_Directions for this task_
Where does the string "Lindenstraße" appear in the records? Copy every line that contains it.

_Supplied information_
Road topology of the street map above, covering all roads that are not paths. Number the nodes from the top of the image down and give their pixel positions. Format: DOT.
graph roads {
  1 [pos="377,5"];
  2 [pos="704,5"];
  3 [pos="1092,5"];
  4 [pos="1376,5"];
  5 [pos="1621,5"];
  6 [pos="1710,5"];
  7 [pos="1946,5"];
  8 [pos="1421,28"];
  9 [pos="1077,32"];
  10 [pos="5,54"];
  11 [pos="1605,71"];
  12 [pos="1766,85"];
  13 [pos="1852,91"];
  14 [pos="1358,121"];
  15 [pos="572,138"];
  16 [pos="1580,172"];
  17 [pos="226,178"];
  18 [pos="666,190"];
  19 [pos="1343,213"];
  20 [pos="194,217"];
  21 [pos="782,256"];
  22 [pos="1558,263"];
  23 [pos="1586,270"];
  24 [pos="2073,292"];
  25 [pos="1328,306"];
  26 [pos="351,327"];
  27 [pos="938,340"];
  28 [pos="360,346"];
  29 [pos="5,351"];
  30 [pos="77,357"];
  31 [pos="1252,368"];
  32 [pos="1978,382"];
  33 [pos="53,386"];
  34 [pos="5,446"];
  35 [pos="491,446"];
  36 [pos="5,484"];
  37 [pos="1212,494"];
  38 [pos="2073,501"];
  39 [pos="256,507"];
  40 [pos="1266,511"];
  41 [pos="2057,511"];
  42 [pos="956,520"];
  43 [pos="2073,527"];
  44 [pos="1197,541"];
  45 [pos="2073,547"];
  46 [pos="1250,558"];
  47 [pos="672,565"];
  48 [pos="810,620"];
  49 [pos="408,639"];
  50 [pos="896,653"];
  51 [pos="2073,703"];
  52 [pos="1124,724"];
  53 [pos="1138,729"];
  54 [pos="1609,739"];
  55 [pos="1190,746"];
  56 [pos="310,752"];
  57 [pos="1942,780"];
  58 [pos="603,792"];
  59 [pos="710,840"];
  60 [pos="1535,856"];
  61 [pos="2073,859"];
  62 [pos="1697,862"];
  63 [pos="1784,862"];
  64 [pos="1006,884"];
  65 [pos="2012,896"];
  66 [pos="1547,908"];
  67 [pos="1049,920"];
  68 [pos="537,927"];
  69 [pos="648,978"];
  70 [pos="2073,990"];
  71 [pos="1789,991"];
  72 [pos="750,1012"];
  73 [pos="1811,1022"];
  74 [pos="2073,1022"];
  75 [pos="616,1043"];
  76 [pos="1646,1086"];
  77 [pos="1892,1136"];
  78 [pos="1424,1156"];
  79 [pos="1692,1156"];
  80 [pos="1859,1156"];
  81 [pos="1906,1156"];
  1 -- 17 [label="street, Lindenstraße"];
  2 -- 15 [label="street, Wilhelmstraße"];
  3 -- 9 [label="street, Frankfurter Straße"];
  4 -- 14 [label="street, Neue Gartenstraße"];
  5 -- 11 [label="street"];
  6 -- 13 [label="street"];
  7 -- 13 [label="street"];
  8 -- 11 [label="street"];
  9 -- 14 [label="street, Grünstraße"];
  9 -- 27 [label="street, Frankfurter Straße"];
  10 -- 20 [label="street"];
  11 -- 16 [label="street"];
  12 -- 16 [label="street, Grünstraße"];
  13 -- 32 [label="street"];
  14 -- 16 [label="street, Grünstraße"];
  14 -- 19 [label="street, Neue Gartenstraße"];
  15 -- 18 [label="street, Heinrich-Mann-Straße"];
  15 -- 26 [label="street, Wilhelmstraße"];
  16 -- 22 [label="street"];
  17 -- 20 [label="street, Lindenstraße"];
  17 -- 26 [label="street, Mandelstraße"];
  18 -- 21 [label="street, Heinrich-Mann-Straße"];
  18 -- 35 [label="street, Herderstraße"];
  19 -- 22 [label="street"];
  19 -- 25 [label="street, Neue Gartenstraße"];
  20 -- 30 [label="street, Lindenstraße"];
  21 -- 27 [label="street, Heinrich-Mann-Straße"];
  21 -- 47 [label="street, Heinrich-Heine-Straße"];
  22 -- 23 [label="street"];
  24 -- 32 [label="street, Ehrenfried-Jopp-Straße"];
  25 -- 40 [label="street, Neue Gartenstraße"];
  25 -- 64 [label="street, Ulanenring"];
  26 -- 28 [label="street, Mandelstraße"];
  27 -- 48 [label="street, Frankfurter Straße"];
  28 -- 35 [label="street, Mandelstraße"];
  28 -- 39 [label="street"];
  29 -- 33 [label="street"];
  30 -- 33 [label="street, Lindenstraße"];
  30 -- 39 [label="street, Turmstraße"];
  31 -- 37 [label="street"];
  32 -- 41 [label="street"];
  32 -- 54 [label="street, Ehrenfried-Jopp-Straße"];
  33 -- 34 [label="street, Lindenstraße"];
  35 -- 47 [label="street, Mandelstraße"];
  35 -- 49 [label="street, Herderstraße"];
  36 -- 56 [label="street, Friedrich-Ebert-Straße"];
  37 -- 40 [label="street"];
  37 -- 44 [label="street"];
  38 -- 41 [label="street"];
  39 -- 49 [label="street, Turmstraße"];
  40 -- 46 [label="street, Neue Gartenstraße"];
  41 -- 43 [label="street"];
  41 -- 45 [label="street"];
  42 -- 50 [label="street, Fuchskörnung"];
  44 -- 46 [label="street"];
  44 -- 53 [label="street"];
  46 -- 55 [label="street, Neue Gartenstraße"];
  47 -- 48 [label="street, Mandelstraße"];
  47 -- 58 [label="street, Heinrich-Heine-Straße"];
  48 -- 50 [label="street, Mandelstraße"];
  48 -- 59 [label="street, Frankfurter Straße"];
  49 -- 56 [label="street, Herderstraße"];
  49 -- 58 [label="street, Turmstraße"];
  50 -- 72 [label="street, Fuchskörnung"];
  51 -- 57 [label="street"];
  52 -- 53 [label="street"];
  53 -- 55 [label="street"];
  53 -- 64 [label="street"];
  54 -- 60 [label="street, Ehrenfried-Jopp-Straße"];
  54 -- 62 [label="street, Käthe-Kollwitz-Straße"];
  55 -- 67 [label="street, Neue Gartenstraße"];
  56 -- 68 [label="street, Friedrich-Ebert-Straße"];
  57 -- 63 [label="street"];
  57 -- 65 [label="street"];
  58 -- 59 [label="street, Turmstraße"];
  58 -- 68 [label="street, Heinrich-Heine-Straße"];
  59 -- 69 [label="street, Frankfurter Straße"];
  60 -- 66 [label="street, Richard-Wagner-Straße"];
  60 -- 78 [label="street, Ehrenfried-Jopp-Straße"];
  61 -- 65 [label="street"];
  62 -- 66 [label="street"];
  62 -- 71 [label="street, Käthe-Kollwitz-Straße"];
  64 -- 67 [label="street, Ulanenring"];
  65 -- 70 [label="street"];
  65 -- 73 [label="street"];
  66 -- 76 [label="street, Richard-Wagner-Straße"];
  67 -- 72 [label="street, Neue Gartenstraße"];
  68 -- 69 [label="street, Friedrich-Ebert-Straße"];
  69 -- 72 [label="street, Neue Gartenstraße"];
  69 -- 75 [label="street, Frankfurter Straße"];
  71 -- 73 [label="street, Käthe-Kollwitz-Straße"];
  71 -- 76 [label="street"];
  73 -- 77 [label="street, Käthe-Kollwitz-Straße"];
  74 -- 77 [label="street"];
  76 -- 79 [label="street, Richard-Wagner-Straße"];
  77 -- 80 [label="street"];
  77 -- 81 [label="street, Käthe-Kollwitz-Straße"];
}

_Answer box_
  1 -- 17 [label="street, Lindenstraße"];
  17 -- 20 [label="street, Lindenstraße"];
  20 -- 30 [label="street, Lindenstraße"];
  30 -- 33 [label="street, Lindenstraße"];
  33 -- 34 [label="street, Lindenstraße"];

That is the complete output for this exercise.